Bourgeois, who became interested in American foreign policy when he was a naval officer in Vietnam, is known for one of the more innovative acts of civil disobedience of the decade. To protest the U.S. School of the Americas’ training of foreign soldiers who went on to commit acts of terrorism in their own countries, in November 1990 Bourgeois and two collaborators purchased three uniforms and slipped onto the Georgia base. He told the audience at Incarnate Word that the three men were acting in memory of Salvadoran Archbishop Oscar Romero.

I couldn’t believe that 425 Salvadoran soldiers were arriving at Fort Benning to begin training there. The three of us bought army uniforms and dressed as high-ranking army officers. We also had a boom box that contained the [taped] sermon of Oscar Romero, the sermon he gave in the cathedral the day before he was assassinated. When he made the special plea to the men in the military, saying: “Stop the killing. Lay down your arms. Obey a higher law — the law of God that says thou shalt not kill.” We went onto Fort Benning with those words in that boom box. We got saluted. We were scared. We climbed a tall pine tree and waited until after ten when the lights went out. Then we said, “Bishop Romero, this is for you, brother.” His voice boomed into the barracks, in one of those sacred moments of the struggle.

They came out with their guns, threatening to shoot us down. We came down. They handcuffed us. Took us to the county jail. And then to trial, with Judge Robert Elliot, whom we have come to know quite well over the years. [Bourgeois has served three prison terms for protests at Fort Benning.]

Since 1990, the School of the Americas Watch has uncovered substantial proof of the S.O.A.’s role in state terror in several Latin American countries. Most compelling, Bourgeois told the San Antonio audience, is evidence released by the United Nations Truth Commission on El Salvador. “Seventy-three of the soldiers cited [in the report]” Bourgeois said, “graduated from this school”:

In the case of Archbishop Romero, of the three responsible, two of them were graduates of the school. In the murder of the [American Maryknoll] churchwomen, of the five responsible, three were graduates. In the murder of the six Jesuits and the two women, of the twenty-six responsible, nineteen were graduates. At El Mozote, where 900 civilians including over 100 children in this remote area of El Salvador were killed by the military, of the twelve [officers], ten were trained at this school. How can people not respond to so much suffering and death?
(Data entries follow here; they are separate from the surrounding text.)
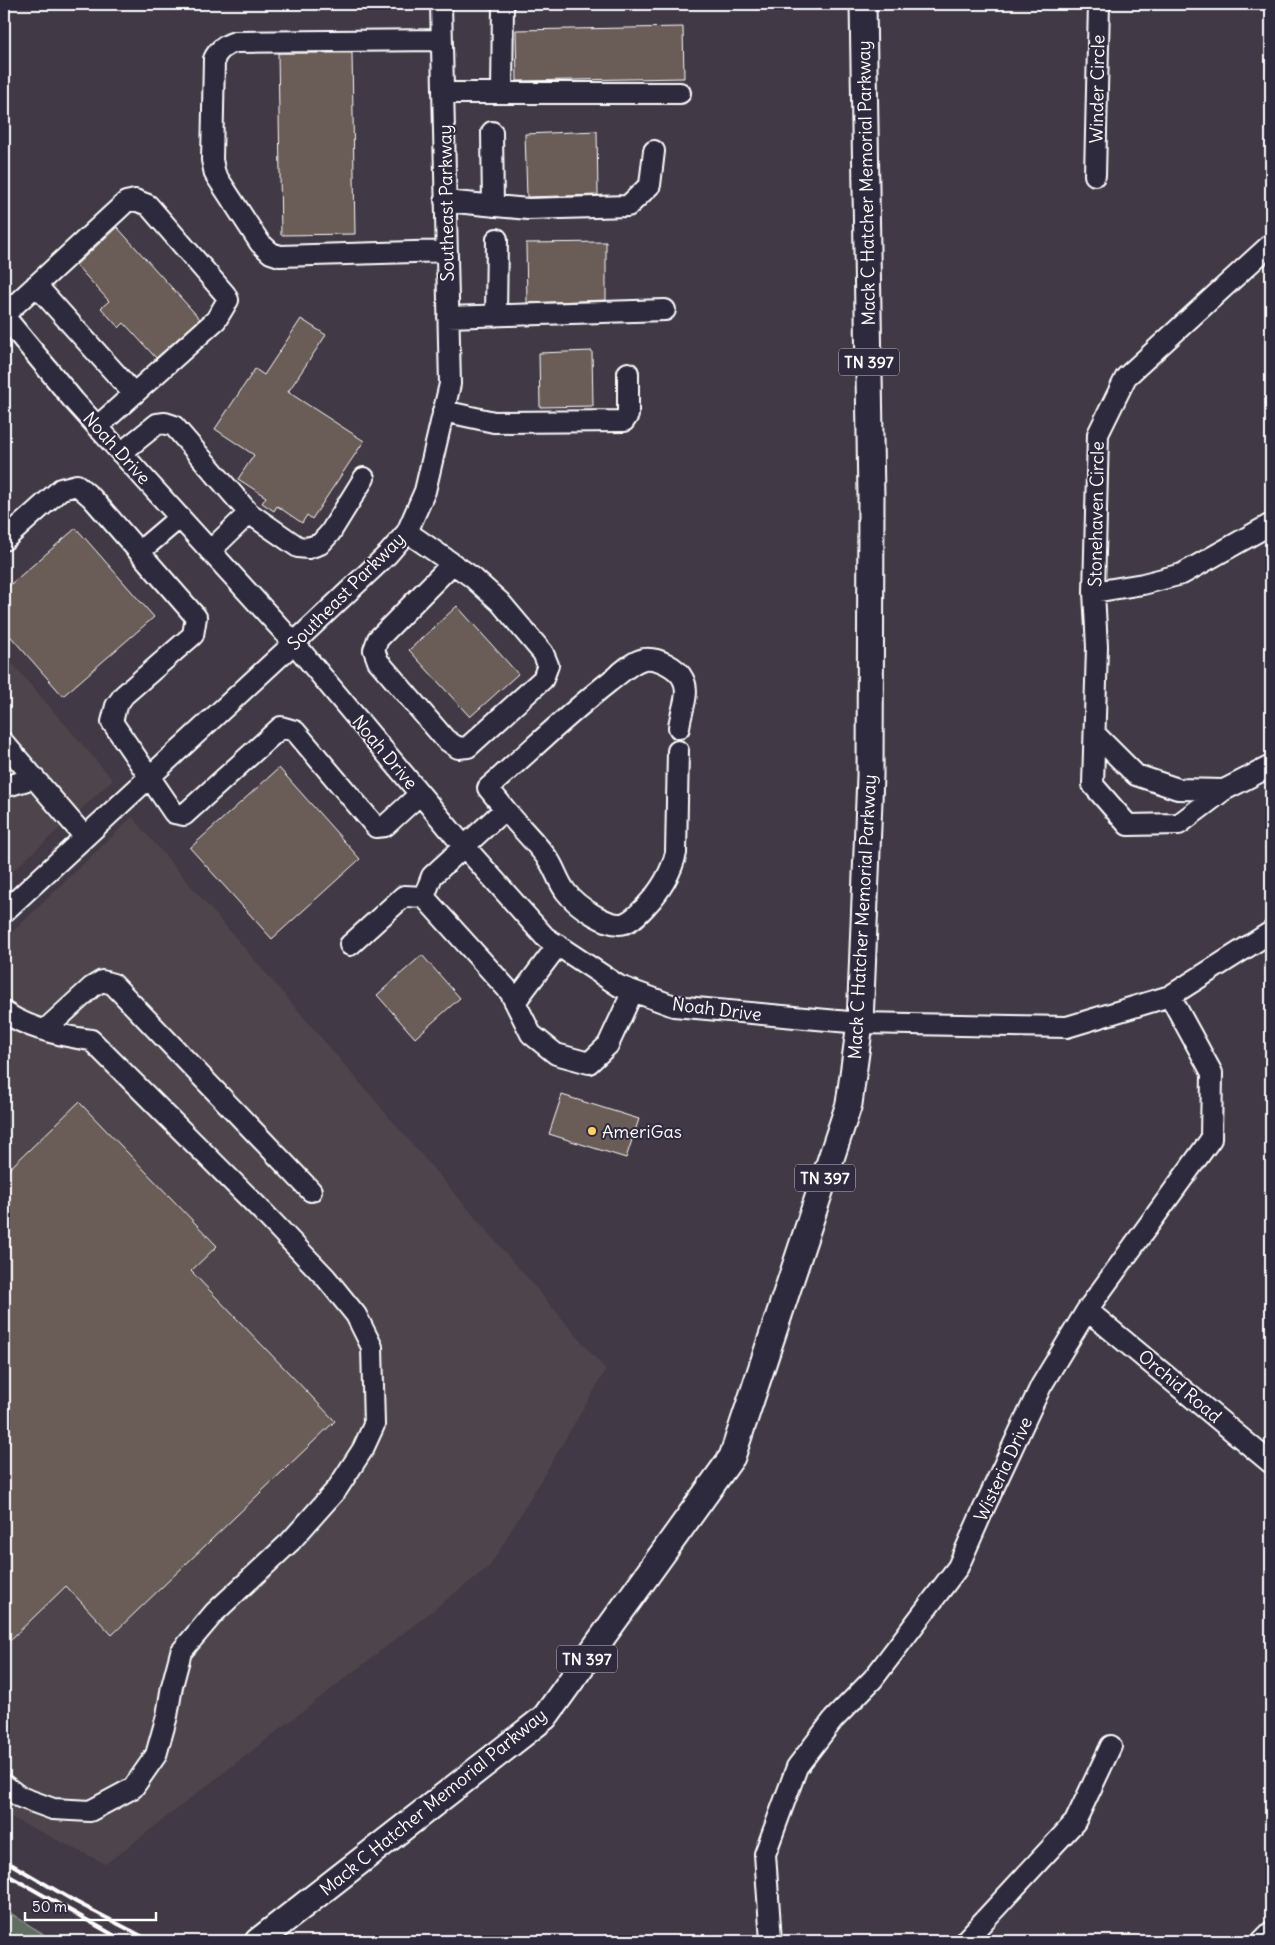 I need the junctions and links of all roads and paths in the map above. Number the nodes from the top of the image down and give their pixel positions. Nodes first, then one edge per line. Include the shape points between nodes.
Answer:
1 (441, 4) edge
2 (503, 4) edge
3 (863, 4) edge
4 (1099, 4) edge
5 (442, 40) junction
6 (443, 93) junction
7 (502, 93) junction
8 (680, 93) dead end
9 (492, 132) dead end
10 (654, 151) dead end
11 (1095, 175) dead end
12 (446, 201) junction
13 (493, 206) junction
14 (497, 239) dead end
15 (1271, 244) edge
16 (447, 251) junction
17 (36, 285) junction
18 (666, 310) dead end
19 (4, 316) edge
20 (496, 316) junction
21 (448, 317) junction
22 (628, 373) dead end
23 (134, 394) junction
24 (443, 412) junction
25 (97, 427) junction
26 (121, 453) junction
27 (364, 478) dead end
28 (249, 513) junction
29 (180, 517) junction
30 (1271, 524) edge
31 (407, 532) junction
32 (4, 540) edge
33 (210, 551) junction
34 (140, 552) junction
35 (452, 564) junction
36 (1094, 592) junction
37 (294, 643) junction
38 (679, 728) dead end
39 (1096, 735) junction
40 (4, 743) edge
41 (678, 752) dead end
42 (1271, 766) edge
43 (34, 778) junction
44 (149, 778) junction
45 (4, 787) edge
46 (1224, 790) junction
47 (420, 794) junction
48 (505, 810) junction
49 (85, 837) junction
50 (464, 846) junction
51 (424, 897) junction
52 (4, 912) edge
53 (1271, 932) edge
54 (350, 945) dead end
55 (558, 945) junction
56 (633, 991) junction
57 (1170, 996) junction
58 (515, 1002) junction
59 (4, 1014) edge
60 (860, 1023) junction
61 (45, 1030) junction
62 (311, 1191) dead end
63 (1087, 1310) junction
64 (1270, 1459) edge
65 (1111, 1746) dead end
66 (4, 1784) edge
67 (1271, 1932) edge
68 (258, 1941) edge
69 (771, 1941) edge
70 (965, 1941) edge
71 (1262, 1941) edge

1 - 5 street, Southeast Parkway
2 - 7 street
3 - 60 main road, Mack C Hatcher Memorial Parkway / TN 397 via 871,506 870,776
4 - 11 street, Winder Circle
5 - 6 street, Southeast Parkway
5 - 16 street via 228,44 214,59 212,160 215,174 260,244 271,254
6 - 7 street
6 - 12 street, Southeast Parkway
7 - 8 street
9 - 13 street
10 - 13 street via 650,185 628,206 528,209
12 - 13 street
12 - 16 street, Southeast Parkway
14 - 20 street
15 - 36 street, Stonehaven Circle via 1126,377 1098,434
16 - 21 street, Southeast Parkway
17 - 19 street
17 - 23 street
17 - 23 street via 126,202 135,200 148,204 228,300 216,320
18 - 20 street
19 - 25 street, Noah Drive
20 - 21 street
21 - 24 street, Southeast Parkway via 450,384
22 - 24 street via 628,415 624,422 494,422
23 - 25 street
24 - 31 street, Southeast Parkway via 425,491
25 - 26 street, Noah Drive
26 - 28 street via 157,424 174,426
26 - 29 street, Noah Drive
27 - 28 street via 330,533 320,544 308,548 298,547
28 - 33 street
29 - 33 street, Noah Drive
29 - 34 street
30 - 36 street via 1182,574
31 - 35 street
31 - 37 street, Southeast Parkway
32 - 34 street via 61,489 77,485
33 - 37 street, Noah Drive
34 - 44 street via 196,617 193,635 124,695 116,706 112,722
35 - 35 street via 500,602 543,653 548,665 543,679 524,697 468,747 458,748 438,732 378,662 374,650 378,639
36 - 39 street, Stonehaven Circle
37 - 44 street, Southeast Parkway
37 - 47 street, Noah Drive
38 - 48 street via 686,692 683,679 660,661 645,659 633,664 488,788
39 - 46 street, Stonehaven Circle via 1136,775 1178,789
39 - 46 street, Stonehaven Circle via 1093,785 1128,825 1179,824
40 - 43 street
41 - 48 street via 673,868 654,898 624,924 595,916 576,903 550,862
42 - 46 street, Stonehaven Circle
43 - 45 street
43 - 49 street
44 - 47 street via 174,813 184,815 281,727 295,731 376,826 385,826
44 - 49 street, Southeast Parkway
47 - 50 street, Noah Drive
48 - 50 street
49 - 52 street, Southeast Parkway
50 - 51 street via 432,876
50 - 55 street, Noah Drive via 545,937
51 - 54 street via 404,896
51 - 58 street via 510,992
53 - 57 street, Noah Drive
55 - 56 street, Noah Drive via 619,986
55 - 58 street
56 - 58 street via 608,1045 589,1062 556,1054 531,1034
56 - 60 street, Noah Drive via 674,1006
57 - 60 street, Noah Drive via 1067,1027
57 - 63 street, Wisteria Drive via 1212,1073 1211,1139
59 - 61 street
60 - 68 main road, Mack C Hatcher Memorial Parkway / TN 397 via 849,1104 732,1457 544,1718
61 - 62 street via 92,987 102,981 113,984
61 - 66 street via 91,1040 262,1211 344,1300 356,1315 372,1347 374,1425 337,1489 290,1542 215,1612 181,1652 168,1716 156,1754 133,1788 90,1812 53,1809 20,1797
63 - 64 street, Orchid Road
63 - 69 street, Wisteria Drive via 1041,1386 958,1567 873,1679 833,1720 797,1767 766,1854
65 - 70 street via 1075,1822
67 - 71 street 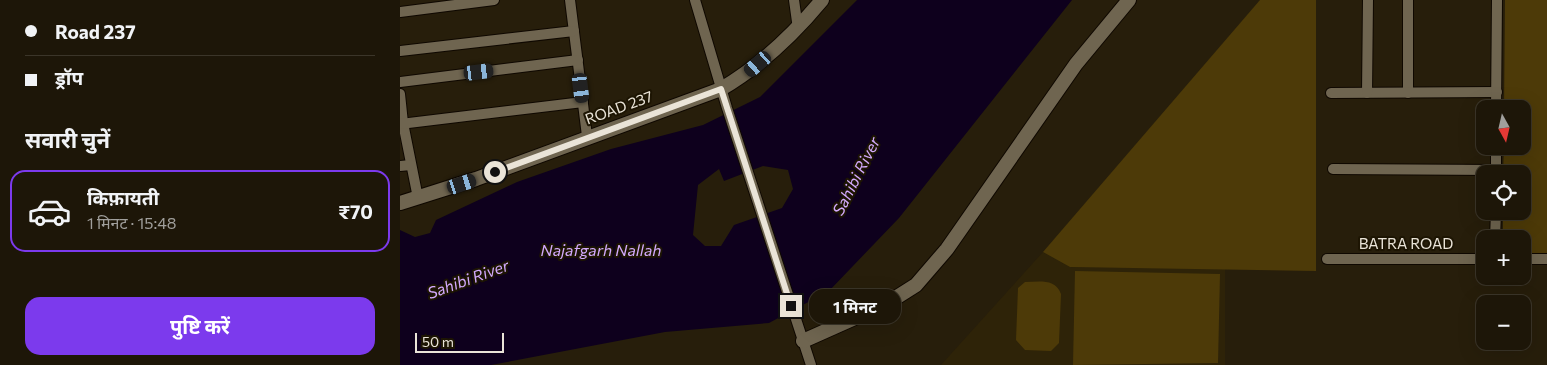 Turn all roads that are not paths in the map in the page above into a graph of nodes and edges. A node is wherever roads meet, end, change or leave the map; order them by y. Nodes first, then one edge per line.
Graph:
1 (494, 0) edge
2 (570, 0) edge
3 (695, 0) edge
4 (794, 0) edge
5 (822, 0) edge
6 (1129, 0) edge
7 (1368, 0) edge
8 (1408, 0) edge
9 (1497, 0) edge
10 (400, 12) edge
11 (798, 29) junction
12 (574, 31) junction
13 (400, 51) edge
14 (578, 60) junction
15 (400, 82) edge
16 (721, 89) junction
17 (1497, 92) junction
18 (1331, 93) dead end
19 (1367, 93) junction
20 (1408, 93) junction
21 (400, 94) edge
22 (1497, 100) edge
23 (583, 102) junction
24 (401, 123) edge
25 (588, 136) junction
26 (405, 165) edge
27 (1332, 169) dead end
28 (1476, 172) edge
29 (418, 198) junction
30 (400, 203) edge
31 (1327, 259) dead end
32 (1476, 259) edge
33 (1531, 259) edge
34 (1547, 259) edge
35 (803, 341) junction
36 (810, 365) edge

1 - 10 street
2 - 12 street
3 - 16 street
4 - 11 street
5 - 11 street, ROAD 237
6 - 35 street
7 - 19 street
8 - 20 street
9 - 17 street
11 - 16 street, ROAD 237
12 - 13 street
12 - 14 street
14 - 15 street
14 - 23 street
16 - 25 street, ROAD 237
16 - 35 street
17 - 20 street
17 - 22 street
18 - 19 street
19 - 20 street
21 - 24 street
23 - 24 street
23 - 25 street
24 - 26 street
25 - 29 street, ROAD 237
26 - 29 street
27 - 28 street
29 - 30 street, ROAD 237
31 - 32 street, BATRA ROAD
33 - 34 street
35 - 36 street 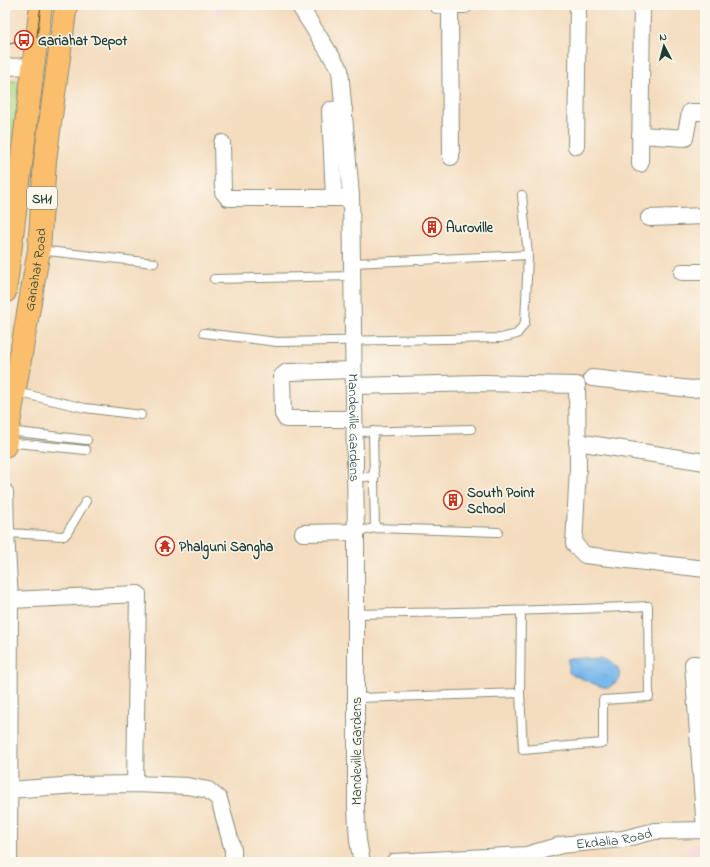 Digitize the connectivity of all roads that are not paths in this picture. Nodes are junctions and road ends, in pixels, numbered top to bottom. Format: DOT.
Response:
graph roads {
  1 [pos="41,5"];
  2 [pos="66,5"];
  3 [pos="299,5"];
  4 [pos="438,5"];
  5 [pos="450,5"];
  6 [pos="465,5"];
  7 [pos="578,5"];
  8 [pos="642,5"];
  9 [pos="34,66"];
  10 [pos="5,67"];
  11 [pos="344,109"];
  12 [pos="705,112"];
  13 [pos="640,135"];
  14 [pos="222,143"];
  15 [pos="576,146"];
  16 [pos="451,156"];
  17 [pos="640,164"];
  18 [pos="522,195"];
  19 [pos="334,198"];
  20 [pos="352,198"];
  21 [pos="705,216"];
  22 [pos="649,218"];
  23 [pos="38,250"];
  24 [pos="8,252"];
  25 [pos="528,255"];
  26 [pos="154,263"];
  27 [pos="353,270"];
  28 [pos="682,272"];
  29 [pos="705,272"];
  30 [pos="214,279"];
  31 [pos="5,292"];
  32 [pos="204,333"];
  33 [pos="353,341"];
  34 [pos="354,370"];
  35 [pos="592,378"];
  36 [pos="354,386"];
  37 [pos="705,388"];
  38 [pos="15,391"];
  39 [pos="141,416"];
  40 [pos="354,425"];
  41 [pos="471,429"];
  42 [pos="373,431"];
  43 [pos="6,440"];
  44 [pos="87,440"];
  45 [pos="577,442"];
  46 [pos="86,450"];
  47 [pos="705,462"];
  48 [pos="375,476"];
  49 [pos="355,478"];
  50 [pos="5,492"];
  51 [pos="86,501"];
  52 [pos="375,528"];
  53 [pos="356,532"];
  54 [pos="498,532"];
  55 [pos="6,533"];
  56 [pos="303,533"];
  57 [pos="705,569"];
  58 [pos="10,600"];
  59 [pos="520,611"];
  60 [pos="356,614"];
  61 [pos="705,665"];
  62 [pos="520,693"];
  63 [pos="356,698"];
  64 [pos="135,784"];
  65 [pos="9,790"];
  66 [pos="705,830"];
  67 [pos="9,862"];
  68 [pos="233,862"];
  69 [pos="362,862"];
  70 [pos="394,862"];
  1 -- 9 [label="main road, Gariahat Road / SH1"];
  2 -- 23 [label="main road, Gariahat Road / SH1"];
  3 -- 11 [label="street, Mandeville Gardens"];
  4 -- 5 [label="street"];
  5 -- 6 [label="street"];
  5 -- 16 [label="street"];
  7 -- 15 [label="street"];
  8 -- 13 [label="street"];
  9 -- 10 [label="street"];
  9 -- 24 [label="main road, Gariahat Road / SH1"];
  11 -- 19 [label="street"];
  11 -- 20 [label="street, Mandeville Gardens"];
  12 -- 13 [label="street"];
  13 -- 17 [label="street"];
  14 -- 19 [label="street"];
  18 -- 25 [label="lane"];
  19 -- 20 [label="street"];
  20 -- 27 [label="street, Mandeville Gardens"];
  21 -- 22 [label="street"];
  23 -- 26 [label="lane"];
  23 -- 38 [label="main road, Gariahat Road / SH1"];
  24 -- 31 [label="main road, Gariahat Road / SH1"];
  25 -- 27 [label="lane"];
  25 -- 33 [label="lane"];
  27 -- 30 [label="lane"];
  27 -- 33 [label="street, Mandeville Gardens"];
  28 -- 29 [label="street"];
  32 -- 33 [label="lane"];
  33 -- 34 [label="street, Mandeville Gardens"];
  34 -- 36 [label="street, Mandeville Gardens"];
  34 -- 40 [label="street"];
  35 -- 37 [label="street"];
  36 -- 40 [label="street, Mandeville Gardens"];
  36 -- 45 [label="street"];
  38 -- 39 [label="lane"];
  38 -- 43 [label="main road, SH1"];
  40 -- 42 [label="lane"];
  40 -- 49 [label="street, Mandeville Gardens"];
  41 -- 42 [label="lane"];
  42 -- 48 [label="lane"];
  43 -- 44 [label="lane"];
  43 -- 46 [label="lane"];
  45 -- 47 [label="street"];
  45 -- 57 [label="street"];
  48 -- 49 [label="lane"];
  48 -- 52 [label="lane"];
  49 -- 53 [label="street, Mandeville Gardens"];
  50 -- 55 [label="street"];
  51 -- 55 [label="lane"];
  52 -- 53 [label="lane"];
  52 -- 54 [label="lane"];
  53 -- 56 [label="street"];
  53 -- 60 [label="street, Mandeville Gardens"];
  55 -- 58 [label="street"];
  58 -- 64 [label="street"];
  58 -- 65 [label="street"];
  59 -- 60 [label="lane"];
  59 -- 62 [label="lane"];
  59 -- 62 [label="lane"];
  60 -- 63 [label="street, Mandeville Gardens"];
  61 -- 66 [label="street"];
  62 -- 63 [label="lane"];
  63 -- 69 [label="street, Mandeville Gardens"];
  64 -- 65 [label="street"];
  64 -- 68 [label="street"];
  65 -- 67 [label="street"];
  66 -- 70 [label="street, Ekdalia Road"];
} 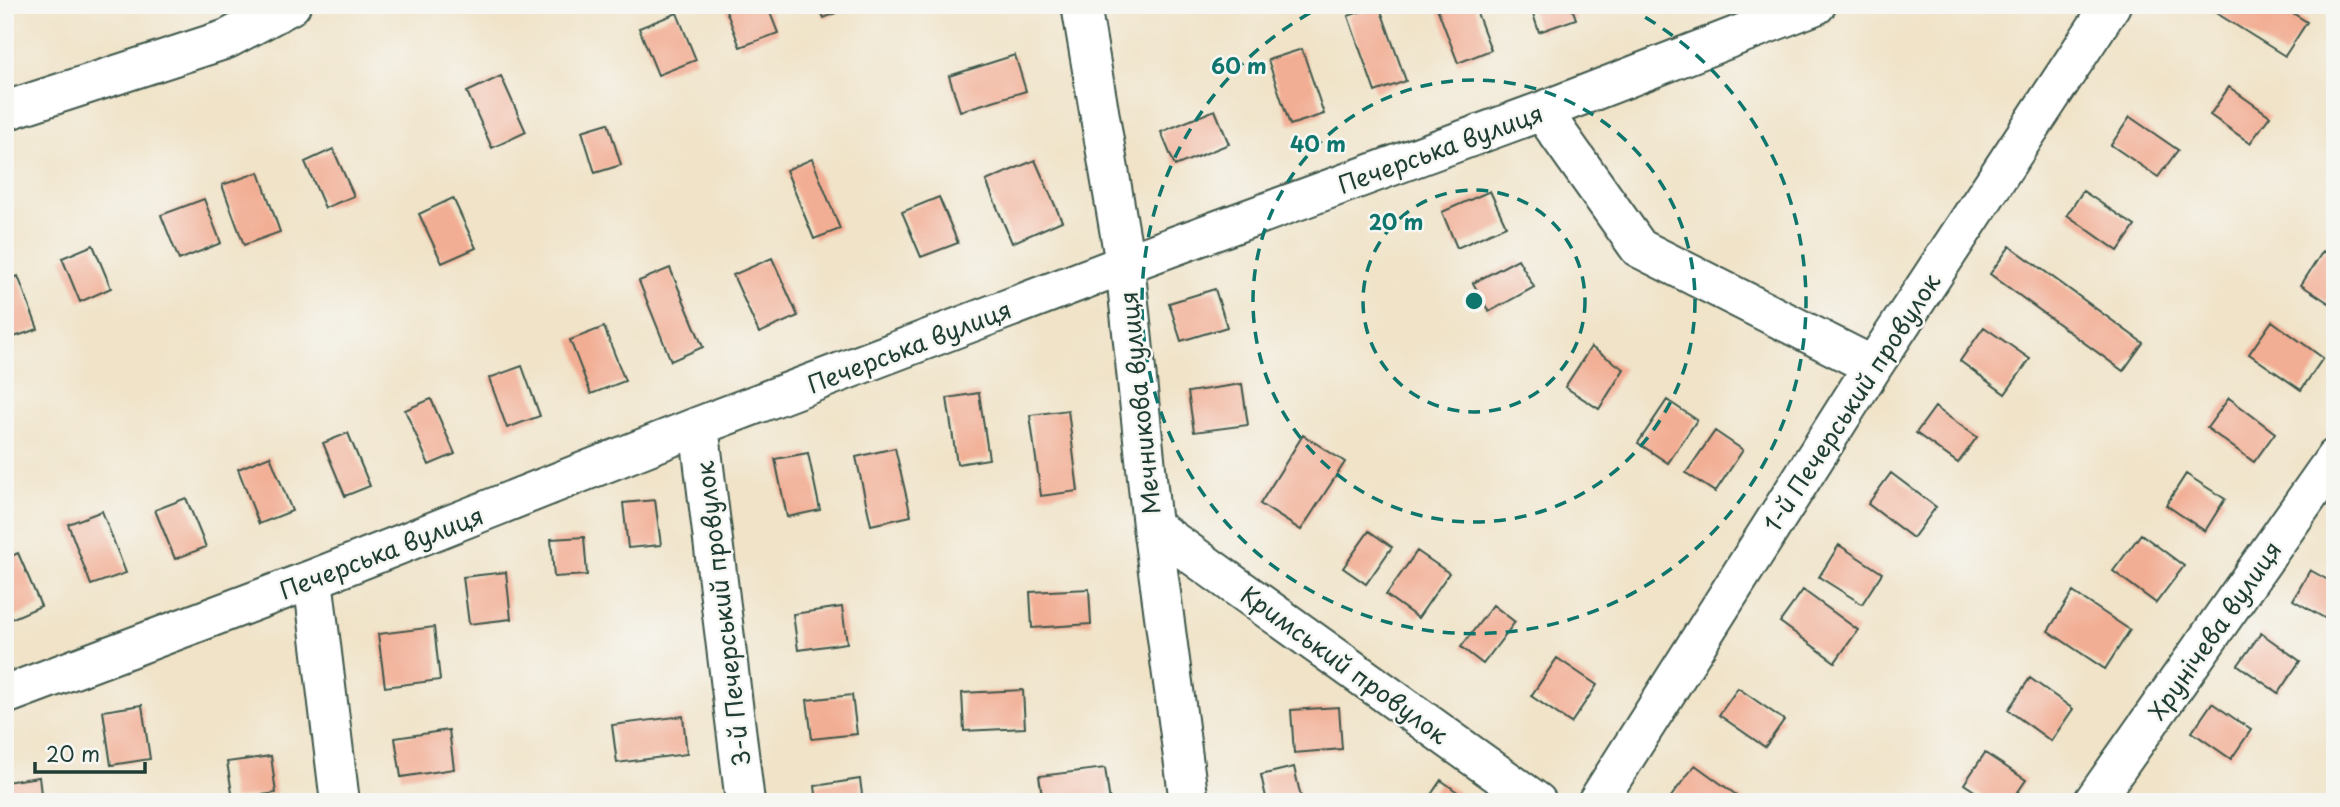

The S.O.A. campaign started by Bourgeois is more than a quixotic effort. In 1993, Congressman Joseph Kennedy introduced a bill to close the school. It lost in the House by a 175-256 vote. This past July, a House measure to cut the school’s funding passed 230-197. “Congressmen [Charlie] Gonz?lez and [Ciro] Rodr’guez voted to cut it off,” Bourgeois said of the local congressional delegation. “[Henry] Bonilla and [Lamar] Smith voted to keep it open. We’ve got to work on them.” The funding was later reinstated by a one-vote margin in the Senate.

“We are not discouraged by losing the vote by one,” Bourgeois said. “It brought new life into this movement. We’re getting there. Every November we go to the main gate of Fort Benning to call for the closing of this school, to keep the memory alive of so many of our sisters and brothers in Latin America, to speak for them.”